Hong Kong Arts Development Council

Statutory body overview
- Formed: 1995
- Jurisdiction: Hong Kong
- Headquarters: Tai Koo Quarry Bay Hong Kong Island
- Statutory body executives: Dr Wong Ying-wai, Wilfred, Chairman; Lee Wai-man, Maurice, Vice Chairman;
- Key document: Hong Kong Arts Development Council Ordinance, Chapter 472;
- Website: www.hkadc.org.hk?lang=en

= Hong Kong Arts Development Council =

The Hong Kong Arts Development Council (HKADC) is a statutory body in Hong Kong tasked with development of the arts in the territory.

The HKADC was created in 1995, under the Hong Kong Arts Development Council Ordinance, Chapter 472, replacing the former Council of Performing Arts. It advises the government on cultural policy for Hong Kong and allocates grants, undertakes advocacy, promotion and development, and plans programmes, in support of the arts.
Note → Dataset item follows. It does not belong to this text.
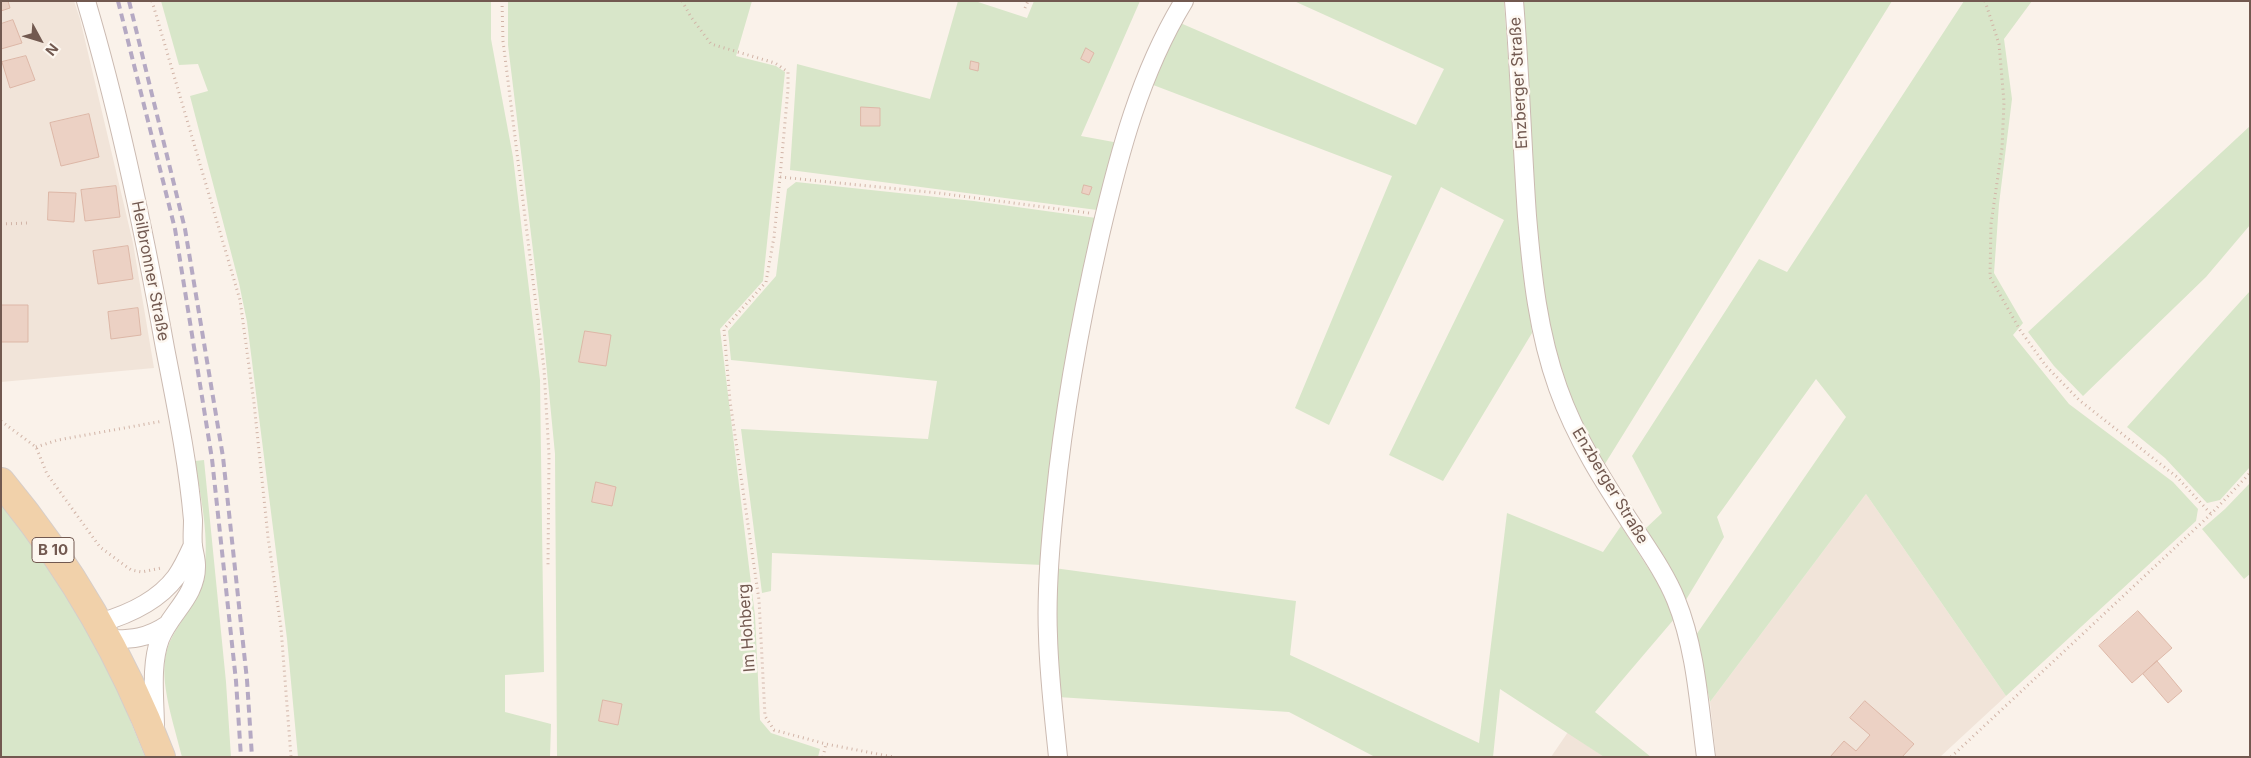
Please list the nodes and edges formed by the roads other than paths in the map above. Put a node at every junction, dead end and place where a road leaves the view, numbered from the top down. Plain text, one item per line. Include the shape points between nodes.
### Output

==Governance and administration==

The administration of the HKADC is overseen by its (up to) 27 members, who are appointed by the Chief Executive of Hong Kong. Of these, 10 are elected by various arts organisations (or groups of organisations), each representing an art form or aspect of art. The Council includes six standing committees: the Arts Promotion Committee, Arts Support Committee, Management Committee, Audit Committee, Review Committee and Strategy Committee, as well as a group for each of the 10 'art-forms'.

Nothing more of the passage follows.